[Records from a collection]
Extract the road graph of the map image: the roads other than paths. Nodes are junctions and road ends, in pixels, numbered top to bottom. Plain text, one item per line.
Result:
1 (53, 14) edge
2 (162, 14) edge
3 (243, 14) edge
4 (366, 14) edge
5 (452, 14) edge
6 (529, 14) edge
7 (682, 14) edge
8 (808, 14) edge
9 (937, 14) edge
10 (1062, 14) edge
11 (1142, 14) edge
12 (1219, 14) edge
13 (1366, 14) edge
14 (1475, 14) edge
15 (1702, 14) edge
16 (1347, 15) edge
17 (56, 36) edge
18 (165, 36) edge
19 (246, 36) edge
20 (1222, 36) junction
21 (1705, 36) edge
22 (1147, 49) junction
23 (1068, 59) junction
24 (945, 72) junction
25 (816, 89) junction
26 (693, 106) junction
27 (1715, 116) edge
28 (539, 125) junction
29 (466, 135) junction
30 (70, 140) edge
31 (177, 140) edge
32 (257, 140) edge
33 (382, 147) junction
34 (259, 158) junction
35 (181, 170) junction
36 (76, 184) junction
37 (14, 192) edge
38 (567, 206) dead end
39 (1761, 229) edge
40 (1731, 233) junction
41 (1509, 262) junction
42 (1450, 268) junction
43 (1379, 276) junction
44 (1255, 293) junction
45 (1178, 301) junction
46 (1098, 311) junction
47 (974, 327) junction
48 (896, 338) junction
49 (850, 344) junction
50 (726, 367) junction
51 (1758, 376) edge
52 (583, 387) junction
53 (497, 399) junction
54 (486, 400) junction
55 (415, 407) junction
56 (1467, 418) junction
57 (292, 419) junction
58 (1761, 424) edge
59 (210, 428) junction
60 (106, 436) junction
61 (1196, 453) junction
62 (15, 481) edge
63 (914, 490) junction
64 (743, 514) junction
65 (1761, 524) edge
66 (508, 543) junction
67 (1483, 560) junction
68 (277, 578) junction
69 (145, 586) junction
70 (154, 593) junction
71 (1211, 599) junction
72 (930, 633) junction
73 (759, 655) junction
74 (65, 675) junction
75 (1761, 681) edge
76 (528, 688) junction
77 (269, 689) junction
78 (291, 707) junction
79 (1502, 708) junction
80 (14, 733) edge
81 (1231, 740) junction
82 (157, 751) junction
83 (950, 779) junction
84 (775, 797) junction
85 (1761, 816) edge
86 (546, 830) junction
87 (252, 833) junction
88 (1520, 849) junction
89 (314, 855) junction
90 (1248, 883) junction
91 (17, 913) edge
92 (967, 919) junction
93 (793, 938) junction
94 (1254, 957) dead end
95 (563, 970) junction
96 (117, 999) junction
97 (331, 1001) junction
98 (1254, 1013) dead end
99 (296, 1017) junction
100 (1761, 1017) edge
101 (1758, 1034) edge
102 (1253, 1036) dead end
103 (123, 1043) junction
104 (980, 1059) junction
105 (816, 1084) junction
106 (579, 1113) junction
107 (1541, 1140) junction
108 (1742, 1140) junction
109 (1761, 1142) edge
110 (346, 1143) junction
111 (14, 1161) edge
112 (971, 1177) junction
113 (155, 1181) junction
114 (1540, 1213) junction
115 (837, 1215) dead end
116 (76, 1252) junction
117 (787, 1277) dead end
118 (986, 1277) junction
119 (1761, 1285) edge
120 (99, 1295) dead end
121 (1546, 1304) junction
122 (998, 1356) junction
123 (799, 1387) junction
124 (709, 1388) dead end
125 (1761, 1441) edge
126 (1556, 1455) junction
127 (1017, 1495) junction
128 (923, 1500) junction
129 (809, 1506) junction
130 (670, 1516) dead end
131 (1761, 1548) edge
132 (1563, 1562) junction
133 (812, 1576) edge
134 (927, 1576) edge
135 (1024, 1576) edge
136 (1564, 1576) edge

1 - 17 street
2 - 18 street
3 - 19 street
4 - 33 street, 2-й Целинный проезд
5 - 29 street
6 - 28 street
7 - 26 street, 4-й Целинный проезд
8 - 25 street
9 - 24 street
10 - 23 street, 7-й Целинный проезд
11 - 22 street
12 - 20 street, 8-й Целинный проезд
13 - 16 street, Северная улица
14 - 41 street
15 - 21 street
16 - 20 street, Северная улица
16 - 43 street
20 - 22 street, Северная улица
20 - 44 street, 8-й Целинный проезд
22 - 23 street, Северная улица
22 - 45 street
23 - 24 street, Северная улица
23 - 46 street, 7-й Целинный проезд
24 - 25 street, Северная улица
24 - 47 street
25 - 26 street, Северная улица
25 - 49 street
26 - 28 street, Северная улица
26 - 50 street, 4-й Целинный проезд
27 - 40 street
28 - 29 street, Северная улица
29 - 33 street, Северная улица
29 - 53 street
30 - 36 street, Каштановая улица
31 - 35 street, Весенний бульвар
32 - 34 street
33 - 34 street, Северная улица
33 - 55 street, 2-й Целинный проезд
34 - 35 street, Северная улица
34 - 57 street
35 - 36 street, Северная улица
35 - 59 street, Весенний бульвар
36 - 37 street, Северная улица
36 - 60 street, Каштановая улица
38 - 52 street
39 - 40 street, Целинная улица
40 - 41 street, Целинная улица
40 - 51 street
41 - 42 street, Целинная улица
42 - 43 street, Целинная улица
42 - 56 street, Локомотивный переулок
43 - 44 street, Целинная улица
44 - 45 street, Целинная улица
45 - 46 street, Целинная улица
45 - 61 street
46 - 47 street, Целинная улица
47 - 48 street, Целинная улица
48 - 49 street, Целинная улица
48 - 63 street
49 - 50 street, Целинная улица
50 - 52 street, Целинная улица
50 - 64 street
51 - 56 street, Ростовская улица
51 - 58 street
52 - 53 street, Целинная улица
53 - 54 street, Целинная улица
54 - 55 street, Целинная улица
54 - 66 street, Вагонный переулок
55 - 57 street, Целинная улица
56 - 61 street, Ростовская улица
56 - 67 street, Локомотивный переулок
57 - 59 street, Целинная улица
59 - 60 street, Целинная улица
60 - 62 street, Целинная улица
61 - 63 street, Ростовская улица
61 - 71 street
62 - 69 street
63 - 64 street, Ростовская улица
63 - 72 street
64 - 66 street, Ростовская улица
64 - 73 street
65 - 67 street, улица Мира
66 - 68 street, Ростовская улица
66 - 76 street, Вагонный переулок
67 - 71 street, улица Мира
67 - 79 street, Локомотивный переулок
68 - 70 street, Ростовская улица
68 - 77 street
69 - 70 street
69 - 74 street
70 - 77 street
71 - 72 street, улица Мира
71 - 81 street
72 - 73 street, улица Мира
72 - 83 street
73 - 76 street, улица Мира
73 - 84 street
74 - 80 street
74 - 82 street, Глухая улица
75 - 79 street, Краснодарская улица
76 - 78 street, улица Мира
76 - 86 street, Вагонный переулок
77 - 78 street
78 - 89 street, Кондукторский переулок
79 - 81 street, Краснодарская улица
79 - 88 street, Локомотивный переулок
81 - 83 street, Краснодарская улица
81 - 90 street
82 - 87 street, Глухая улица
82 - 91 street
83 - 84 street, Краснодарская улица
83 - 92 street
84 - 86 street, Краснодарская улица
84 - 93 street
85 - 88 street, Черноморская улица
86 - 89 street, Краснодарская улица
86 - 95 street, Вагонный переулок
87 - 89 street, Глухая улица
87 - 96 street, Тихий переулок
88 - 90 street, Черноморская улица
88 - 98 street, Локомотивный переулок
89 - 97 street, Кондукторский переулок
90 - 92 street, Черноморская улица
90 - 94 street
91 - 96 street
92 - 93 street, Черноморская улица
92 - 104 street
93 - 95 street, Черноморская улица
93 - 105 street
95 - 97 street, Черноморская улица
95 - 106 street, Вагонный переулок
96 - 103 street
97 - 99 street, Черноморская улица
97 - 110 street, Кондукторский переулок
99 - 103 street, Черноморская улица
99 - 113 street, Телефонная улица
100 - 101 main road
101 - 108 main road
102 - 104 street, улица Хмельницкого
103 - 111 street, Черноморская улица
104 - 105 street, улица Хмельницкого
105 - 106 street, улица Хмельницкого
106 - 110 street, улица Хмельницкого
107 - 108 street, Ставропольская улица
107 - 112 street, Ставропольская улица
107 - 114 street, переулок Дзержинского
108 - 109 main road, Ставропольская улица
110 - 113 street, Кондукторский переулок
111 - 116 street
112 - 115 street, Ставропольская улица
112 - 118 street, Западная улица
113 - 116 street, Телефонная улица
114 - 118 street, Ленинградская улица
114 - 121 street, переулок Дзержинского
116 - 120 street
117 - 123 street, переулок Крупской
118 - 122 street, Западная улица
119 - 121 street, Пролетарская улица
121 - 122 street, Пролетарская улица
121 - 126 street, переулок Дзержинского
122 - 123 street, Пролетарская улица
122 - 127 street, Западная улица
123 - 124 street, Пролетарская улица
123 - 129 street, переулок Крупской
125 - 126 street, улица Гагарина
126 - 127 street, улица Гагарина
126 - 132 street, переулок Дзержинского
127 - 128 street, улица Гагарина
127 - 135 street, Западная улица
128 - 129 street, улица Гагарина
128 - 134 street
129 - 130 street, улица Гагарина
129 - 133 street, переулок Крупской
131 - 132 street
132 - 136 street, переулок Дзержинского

Your assignment
Going through the entries above, show each line that contains "Каштановая".

Answer area
30 - 36 street, Каштановая улица
36 - 60 street, Каштановая улица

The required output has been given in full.